Exercise prompt ▸ Within the material below, how many lines include "image"? Answer with the count only.

Data records ▸
--- START ---
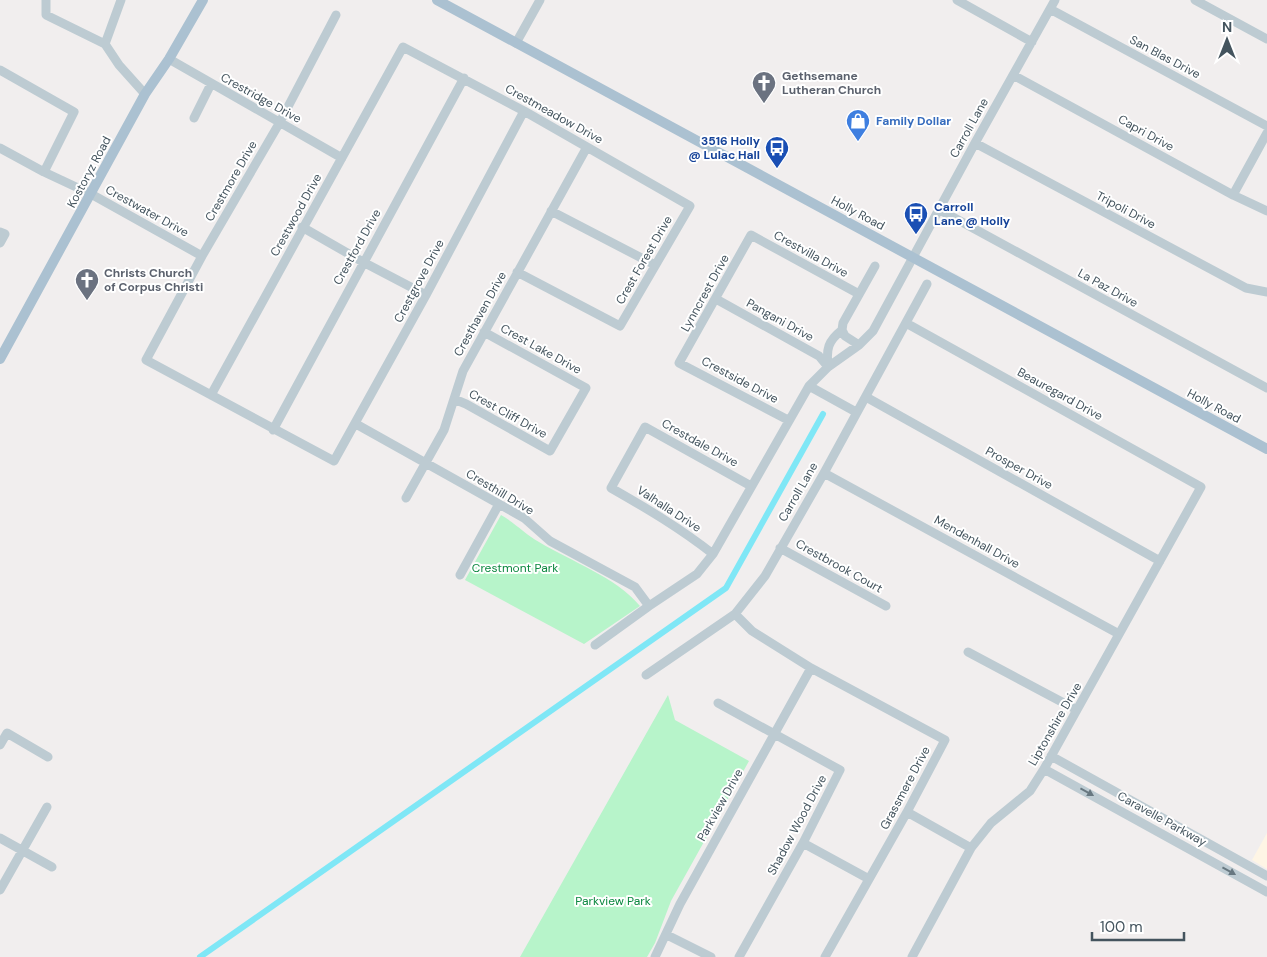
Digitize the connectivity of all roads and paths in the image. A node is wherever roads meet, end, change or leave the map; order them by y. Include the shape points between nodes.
--- END ---
--- START ---
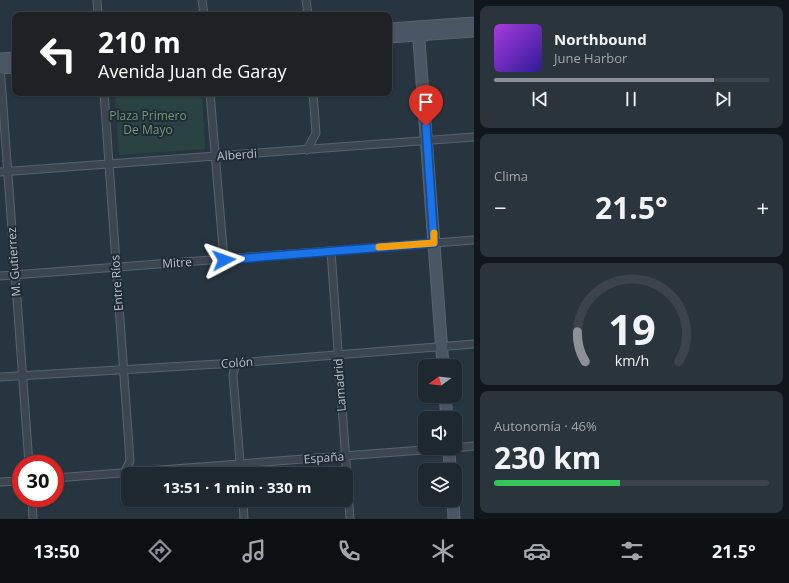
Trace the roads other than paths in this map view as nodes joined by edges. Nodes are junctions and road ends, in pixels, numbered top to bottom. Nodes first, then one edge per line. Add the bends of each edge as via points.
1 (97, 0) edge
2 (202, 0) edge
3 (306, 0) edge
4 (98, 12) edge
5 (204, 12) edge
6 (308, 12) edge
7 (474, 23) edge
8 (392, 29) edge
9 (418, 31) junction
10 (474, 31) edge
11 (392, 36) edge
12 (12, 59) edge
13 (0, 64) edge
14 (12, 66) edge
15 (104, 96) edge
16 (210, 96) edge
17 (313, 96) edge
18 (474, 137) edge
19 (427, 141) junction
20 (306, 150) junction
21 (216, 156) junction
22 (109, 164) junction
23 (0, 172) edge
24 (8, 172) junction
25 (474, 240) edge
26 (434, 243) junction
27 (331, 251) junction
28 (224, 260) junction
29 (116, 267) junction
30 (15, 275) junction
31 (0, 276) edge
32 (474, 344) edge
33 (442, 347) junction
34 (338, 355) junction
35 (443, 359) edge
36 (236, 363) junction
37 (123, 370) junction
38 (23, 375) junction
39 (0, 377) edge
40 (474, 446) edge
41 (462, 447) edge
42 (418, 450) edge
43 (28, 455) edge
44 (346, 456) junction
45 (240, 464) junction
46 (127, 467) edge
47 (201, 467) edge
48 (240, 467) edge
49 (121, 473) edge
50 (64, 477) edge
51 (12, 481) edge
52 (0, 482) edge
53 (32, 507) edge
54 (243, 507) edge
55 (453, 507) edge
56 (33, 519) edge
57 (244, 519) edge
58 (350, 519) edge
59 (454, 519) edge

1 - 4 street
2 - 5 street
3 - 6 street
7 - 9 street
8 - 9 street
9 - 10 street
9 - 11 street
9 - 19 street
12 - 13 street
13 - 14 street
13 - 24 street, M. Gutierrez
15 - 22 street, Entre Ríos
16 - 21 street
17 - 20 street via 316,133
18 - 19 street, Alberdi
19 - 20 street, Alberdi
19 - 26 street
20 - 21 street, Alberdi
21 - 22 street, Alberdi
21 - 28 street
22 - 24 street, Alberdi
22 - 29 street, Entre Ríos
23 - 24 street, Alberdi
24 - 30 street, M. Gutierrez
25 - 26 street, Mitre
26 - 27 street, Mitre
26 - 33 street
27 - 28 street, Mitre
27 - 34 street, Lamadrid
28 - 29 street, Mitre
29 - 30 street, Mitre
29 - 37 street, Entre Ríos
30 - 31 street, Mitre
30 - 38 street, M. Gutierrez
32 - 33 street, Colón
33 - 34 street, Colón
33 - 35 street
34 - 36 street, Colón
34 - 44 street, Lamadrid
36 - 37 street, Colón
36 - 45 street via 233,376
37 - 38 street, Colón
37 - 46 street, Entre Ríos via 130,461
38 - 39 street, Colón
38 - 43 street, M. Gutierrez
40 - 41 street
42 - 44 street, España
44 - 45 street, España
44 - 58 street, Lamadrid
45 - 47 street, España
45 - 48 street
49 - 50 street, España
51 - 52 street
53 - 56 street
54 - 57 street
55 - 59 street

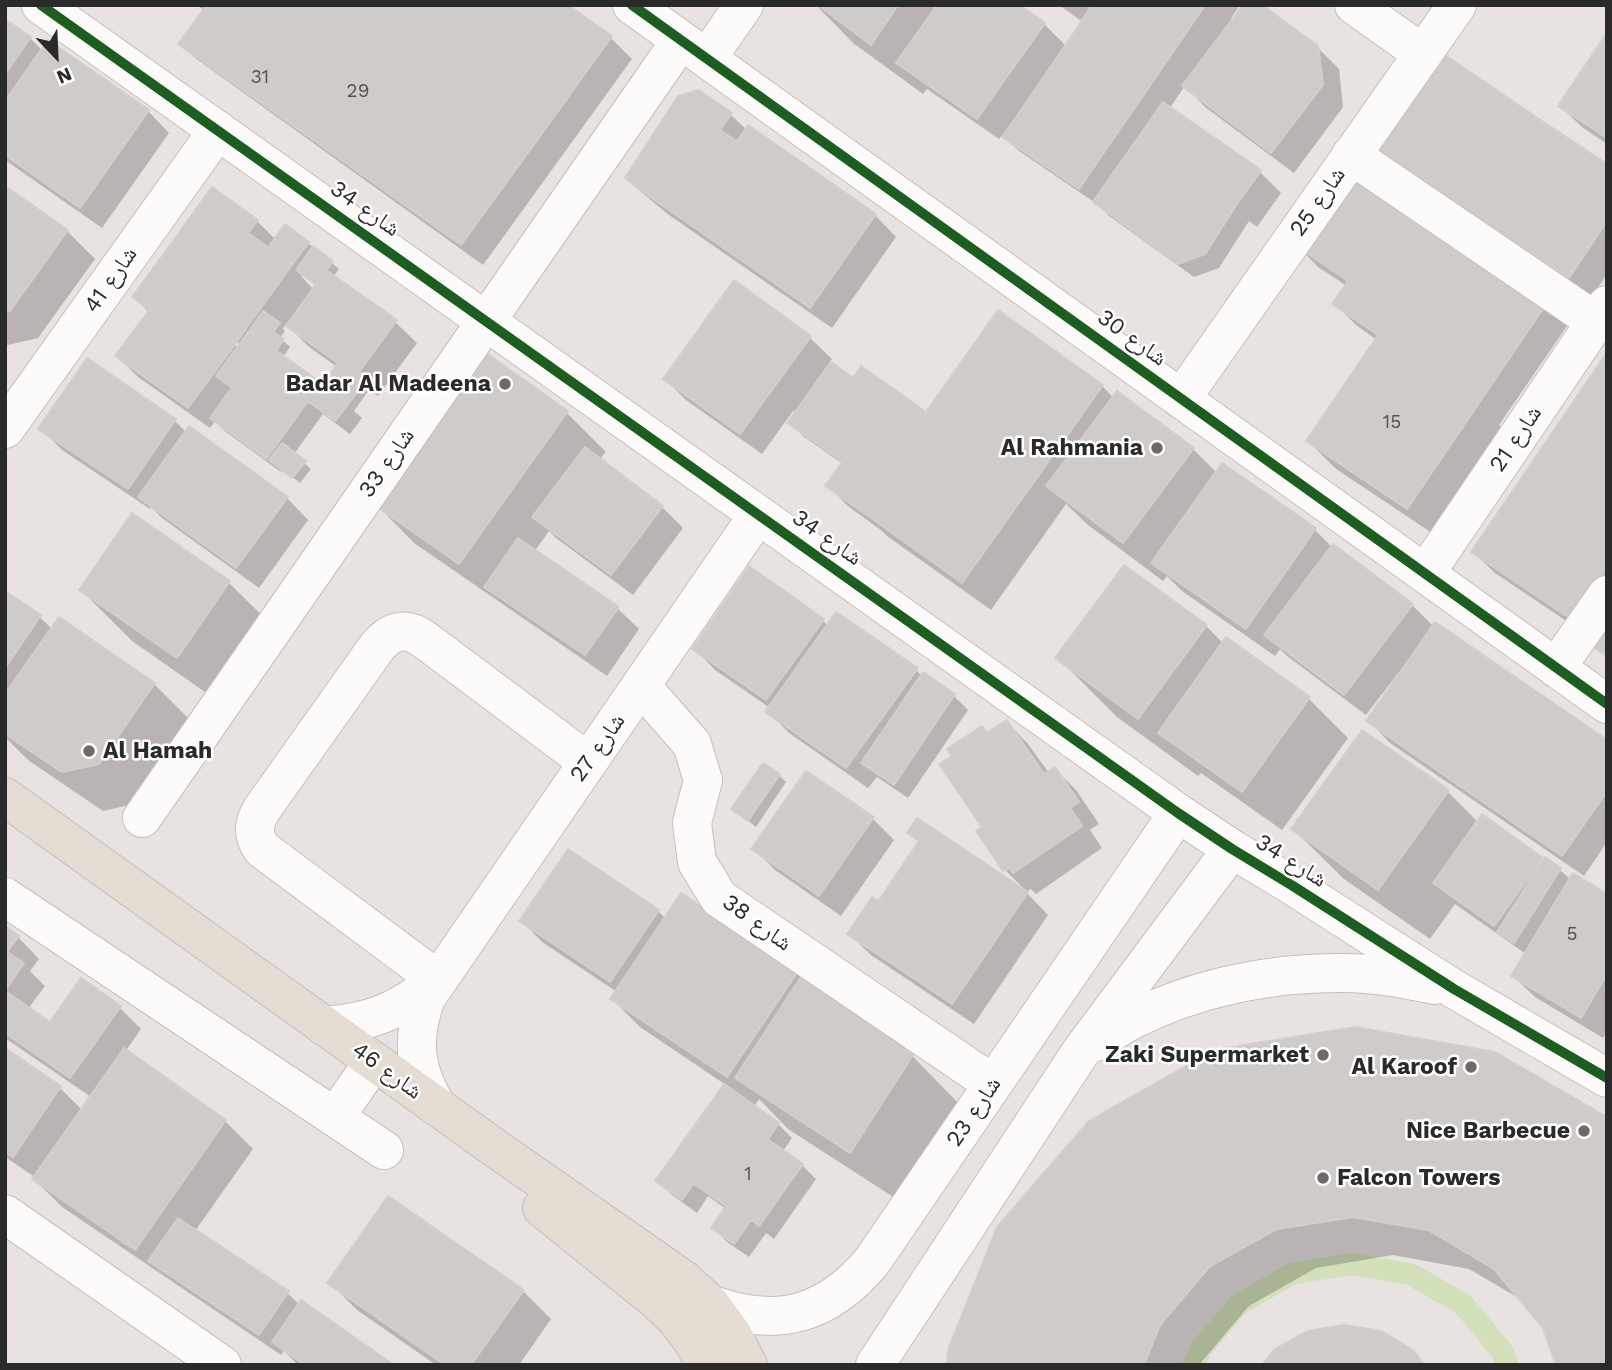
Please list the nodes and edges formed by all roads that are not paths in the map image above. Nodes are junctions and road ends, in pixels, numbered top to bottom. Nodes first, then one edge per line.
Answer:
--- END ---
Completed task ▸ 2